Stored dataset items

───

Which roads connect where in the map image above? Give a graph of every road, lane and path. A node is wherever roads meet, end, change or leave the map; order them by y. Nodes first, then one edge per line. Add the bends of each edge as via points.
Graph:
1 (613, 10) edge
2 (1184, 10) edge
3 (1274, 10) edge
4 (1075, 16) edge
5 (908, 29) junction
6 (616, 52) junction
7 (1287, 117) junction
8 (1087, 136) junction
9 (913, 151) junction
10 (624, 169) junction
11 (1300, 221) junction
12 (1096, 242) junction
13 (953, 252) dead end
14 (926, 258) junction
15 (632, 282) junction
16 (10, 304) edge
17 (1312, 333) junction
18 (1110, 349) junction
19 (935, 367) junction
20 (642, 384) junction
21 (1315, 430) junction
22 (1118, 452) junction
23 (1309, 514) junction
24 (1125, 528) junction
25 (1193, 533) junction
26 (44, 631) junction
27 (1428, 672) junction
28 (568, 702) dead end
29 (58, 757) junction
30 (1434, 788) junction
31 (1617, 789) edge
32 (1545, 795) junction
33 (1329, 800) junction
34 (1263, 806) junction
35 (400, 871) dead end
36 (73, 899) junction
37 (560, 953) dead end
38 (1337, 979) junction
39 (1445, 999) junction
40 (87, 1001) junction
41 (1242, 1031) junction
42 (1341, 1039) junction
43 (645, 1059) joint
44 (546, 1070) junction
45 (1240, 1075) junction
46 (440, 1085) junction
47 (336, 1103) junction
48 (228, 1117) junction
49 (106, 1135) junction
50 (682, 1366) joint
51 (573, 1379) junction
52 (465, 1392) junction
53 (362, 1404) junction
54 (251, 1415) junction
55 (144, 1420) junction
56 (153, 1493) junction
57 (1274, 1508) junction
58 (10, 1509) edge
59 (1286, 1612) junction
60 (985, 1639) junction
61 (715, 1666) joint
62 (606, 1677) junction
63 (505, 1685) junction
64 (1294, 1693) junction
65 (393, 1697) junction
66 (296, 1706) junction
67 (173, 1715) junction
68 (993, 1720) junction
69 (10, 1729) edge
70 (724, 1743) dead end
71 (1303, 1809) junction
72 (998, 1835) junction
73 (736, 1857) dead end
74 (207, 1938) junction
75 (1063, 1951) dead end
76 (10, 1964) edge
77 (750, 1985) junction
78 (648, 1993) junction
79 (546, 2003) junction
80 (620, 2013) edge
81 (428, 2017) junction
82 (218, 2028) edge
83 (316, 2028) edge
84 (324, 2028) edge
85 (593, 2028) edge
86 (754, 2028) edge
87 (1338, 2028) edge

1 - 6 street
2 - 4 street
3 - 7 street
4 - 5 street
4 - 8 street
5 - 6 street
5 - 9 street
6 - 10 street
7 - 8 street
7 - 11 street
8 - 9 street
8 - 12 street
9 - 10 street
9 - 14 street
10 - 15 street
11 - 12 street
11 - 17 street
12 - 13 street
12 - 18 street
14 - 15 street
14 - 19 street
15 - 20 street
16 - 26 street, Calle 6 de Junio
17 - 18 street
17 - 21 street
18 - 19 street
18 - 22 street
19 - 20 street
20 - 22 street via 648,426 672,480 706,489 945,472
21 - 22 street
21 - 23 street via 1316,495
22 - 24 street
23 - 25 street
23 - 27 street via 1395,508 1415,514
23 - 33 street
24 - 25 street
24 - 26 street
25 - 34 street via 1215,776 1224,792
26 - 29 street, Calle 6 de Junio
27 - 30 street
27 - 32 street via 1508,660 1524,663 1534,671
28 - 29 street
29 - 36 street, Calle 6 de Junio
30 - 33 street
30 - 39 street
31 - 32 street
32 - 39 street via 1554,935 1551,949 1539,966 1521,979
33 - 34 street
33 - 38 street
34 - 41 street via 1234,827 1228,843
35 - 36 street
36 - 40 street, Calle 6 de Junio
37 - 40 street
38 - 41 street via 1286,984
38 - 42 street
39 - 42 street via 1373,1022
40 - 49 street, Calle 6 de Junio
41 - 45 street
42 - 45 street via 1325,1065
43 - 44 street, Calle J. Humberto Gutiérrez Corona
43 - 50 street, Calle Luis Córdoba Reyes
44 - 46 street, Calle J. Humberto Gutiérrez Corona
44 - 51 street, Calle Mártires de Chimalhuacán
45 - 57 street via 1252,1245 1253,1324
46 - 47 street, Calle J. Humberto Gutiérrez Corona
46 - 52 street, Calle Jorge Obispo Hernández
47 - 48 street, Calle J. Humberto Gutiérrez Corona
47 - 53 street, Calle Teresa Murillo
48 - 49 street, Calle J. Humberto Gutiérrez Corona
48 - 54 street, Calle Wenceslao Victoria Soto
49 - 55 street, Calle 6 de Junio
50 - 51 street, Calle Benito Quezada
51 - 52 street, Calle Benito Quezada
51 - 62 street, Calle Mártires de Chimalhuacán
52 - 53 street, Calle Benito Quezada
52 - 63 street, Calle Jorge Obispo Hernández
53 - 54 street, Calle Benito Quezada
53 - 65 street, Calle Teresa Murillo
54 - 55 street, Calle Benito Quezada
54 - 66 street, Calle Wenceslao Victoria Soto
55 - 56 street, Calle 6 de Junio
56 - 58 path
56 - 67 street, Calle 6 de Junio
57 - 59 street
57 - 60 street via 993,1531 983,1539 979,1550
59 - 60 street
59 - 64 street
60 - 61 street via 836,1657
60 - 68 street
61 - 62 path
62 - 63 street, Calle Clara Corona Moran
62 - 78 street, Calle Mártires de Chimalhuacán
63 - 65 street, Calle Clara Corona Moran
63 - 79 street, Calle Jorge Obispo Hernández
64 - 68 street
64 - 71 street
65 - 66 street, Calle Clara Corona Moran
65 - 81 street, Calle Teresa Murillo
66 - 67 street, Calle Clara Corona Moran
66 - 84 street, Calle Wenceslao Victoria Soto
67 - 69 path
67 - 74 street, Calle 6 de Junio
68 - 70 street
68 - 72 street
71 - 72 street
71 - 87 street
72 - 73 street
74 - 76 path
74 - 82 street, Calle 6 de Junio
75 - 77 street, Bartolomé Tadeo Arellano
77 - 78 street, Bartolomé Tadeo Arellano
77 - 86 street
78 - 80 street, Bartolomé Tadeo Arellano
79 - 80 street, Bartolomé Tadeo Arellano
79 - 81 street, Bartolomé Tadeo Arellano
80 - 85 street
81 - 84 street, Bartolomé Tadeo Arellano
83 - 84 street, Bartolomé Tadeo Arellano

───

Whatever appears in the lines above should be copied exactly.

Which roads connect where in the map image above? Give a graph of every road, lane and path. A node is wherever roads meet, end, change or leave the map; order them by y. Nodes first, then one edge per line. Add the bends of each edge as via points.
Graph:
1 (613, 10) edge
2 (1184, 10) edge
3 (1274, 10) edge
4 (1075, 16) edge
5 (908, 29) junction
6 (616, 52) junction
7 (1287, 117) junction
8 (1087, 136) junction
9 (913, 151) junction
10 (624, 169) junction
11 (1300, 221) junction
12 (1096, 242) junction
13 (953, 252) dead end
14 (926, 258) junction
15 (632, 282) junction
16 (10, 304) edge
17 (1312, 333) junction
18 (1110, 349) junction
19 (935, 367) junction
20 (642, 384) junction
21 (1315, 430) junction
22 (1118, 452) junction
23 (1309, 514) junction
24 (1125, 528) junction
25 (1193, 533) junction
26 (44, 631) junction
27 (1428, 672) junction
28 (568, 702) dead end
29 (58, 757) junction
30 (1434, 788) junction
31 (1617, 789) edge
32 (1545, 795) junction
33 (1329, 800) junction
34 (1263, 806) junction
35 (400, 871) dead end
36 (73, 899) junction
37 (560, 953) dead end
38 (1337, 979) junction
39 (1445, 999) junction
40 (87, 1001) junction
41 (1242, 1031) junction
42 (1341, 1039) junction
43 (645, 1059) joint
44 (546, 1070) junction
45 (1240, 1075) junction
46 (440, 1085) junction
47 (336, 1103) junction
48 (228, 1117) junction
49 (106, 1135) junction
50 (682, 1366) joint
51 (573, 1379) junction
52 (465, 1392) junction
53 (362, 1404) junction
54 (251, 1415) junction
55 (144, 1420) junction
56 (153, 1493) junction
57 (1274, 1508) junction
58 (10, 1509) edge
59 (1286, 1612) junction
60 (985, 1639) junction
61 (715, 1666) joint
62 (606, 1677) junction
63 (505, 1685) junction
64 (1294, 1693) junction
65 (393, 1697) junction
66 (296, 1706) junction
67 (173, 1715) junction
68 (993, 1720) junction
69 (10, 1729) edge
70 (724, 1743) dead end
71 (1303, 1809) junction
72 (998, 1835) junction
73 (736, 1857) dead end
74 (207, 1938) junction
75 (1063, 1951) dead end
76 (10, 1964) edge
77 (750, 1985) junction
78 (648, 1993) junction
79 (546, 2003) junction
80 (620, 2013) edge
81 (428, 2017) junction
82 (218, 2028) edge
83 (316, 2028) edge
84 (324, 2028) edge
85 (593, 2028) edge
86 (754, 2028) edge
87 (1338, 2028) edge

1 - 6 street
2 - 4 street
3 - 7 street
4 - 5 street
4 - 8 street
5 - 6 street
5 - 9 street
6 - 10 street
7 - 8 street
7 - 11 street
8 - 9 street
8 - 12 street
9 - 10 street
9 - 14 street
10 - 15 street
11 - 12 street
11 - 17 street
12 - 13 street
12 - 18 street
14 - 15 street
14 - 19 street
15 - 20 street
16 - 26 street, Calle 6 de Junio
17 - 18 street
17 - 21 street
18 - 19 street
18 - 22 street
19 - 20 street
20 - 22 street via 648,426 672,480 706,489 945,472
21 - 22 street
21 - 23 street via 1316,495
22 - 24 street
23 - 25 street
23 - 27 street via 1395,508 1415,514
23 - 33 street
24 - 25 street
24 - 26 street
25 - 34 street via 1215,776 1224,792
26 - 29 street, Calle 6 de Junio
27 - 30 street
27 - 32 street via 1508,660 1524,663 1534,671
28 - 29 street
29 - 36 street, Calle 6 de Junio
30 - 33 street
30 - 39 street
31 - 32 street
32 - 39 street via 1554,935 1551,949 1539,966 1521,979
33 - 34 street
33 - 38 street
34 - 41 street via 1234,827 1228,843
35 - 36 street
36 - 40 street, Calle 6 de Junio
37 - 40 street
38 - 41 street via 1286,984
38 - 42 street
39 - 42 street via 1373,1022
40 - 49 street, Calle 6 de Junio
41 - 45 street
42 - 45 street via 1325,1065
43 - 44 street, Calle J. Humberto Gutiérrez Corona
43 - 50 street, Calle Luis Córdoba Reyes
44 - 46 street, Calle J. Humberto Gutiérrez Corona
44 - 51 street, Calle Mártires de Chimalhuacán
45 - 57 street via 1252,1245 1253,1324
46 - 47 street, Calle J. Humberto Gutiérrez Corona
46 - 52 street, Calle Jorge Obispo Hernández
47 - 48 street, Calle J. Humberto Gutiérrez Corona
47 - 53 street, Calle Teresa Murillo
48 - 49 street, Calle J. Humberto Gutiérrez Corona
48 - 54 street, Calle Wenceslao Victoria Soto
49 - 55 street, Calle 6 de Junio
50 - 51 street, Calle Benito Quezada
51 - 52 street, Calle Benito Quezada
51 - 62 street, Calle Mártires de Chimalhuacán
52 - 53 street, Calle Benito Quezada
52 - 63 street, Calle Jorge Obispo Hernández
53 - 54 street, Calle Benito Quezada
53 - 65 street, Calle Teresa Murillo
54 - 55 street, Calle Benito Quezada
54 - 66 street, Calle Wenceslao Victoria Soto
55 - 56 street, Calle 6 de Junio
56 - 58 path
56 - 67 street, Calle 6 de Junio
57 - 59 street
57 - 60 street via 993,1531 983,1539 979,1550
59 - 60 street
59 - 64 street
60 - 61 street via 836,1657
60 - 68 street
61 - 62 path
62 - 63 street, Calle Clara Corona Moran
62 - 78 street, Calle Mártires de Chimalhuacán
63 - 65 street, Calle Clara Corona Moran
63 - 79 street, Calle Jorge Obispo Hernández
64 - 68 street
64 - 71 street
65 - 66 street, Calle Clara Corona Moran
65 - 81 street, Calle Teresa Murillo
66 - 67 street, Calle Clara Corona Moran
66 - 84 street, Calle Wenceslao Victoria Soto
67 - 69 path
67 - 74 street, Calle 6 de Junio
68 - 70 street
68 - 72 street
71 - 72 street
71 - 87 street
72 - 73 street
74 - 76 path
74 - 82 street, Calle 6 de Junio
75 - 77 street, Bartolomé Tadeo Arellano
77 - 78 street, Bartolomé Tadeo Arellano
77 - 86 street
78 - 80 street, Bartolomé Tadeo Arellano
79 - 80 street, Bartolomé Tadeo Arellano
79 - 81 street, Bartolomé Tadeo Arellano
80 - 85 street
81 - 84 street, Bartolomé Tadeo Arellano
83 - 84 street, Bartolomé Tadeo Arellano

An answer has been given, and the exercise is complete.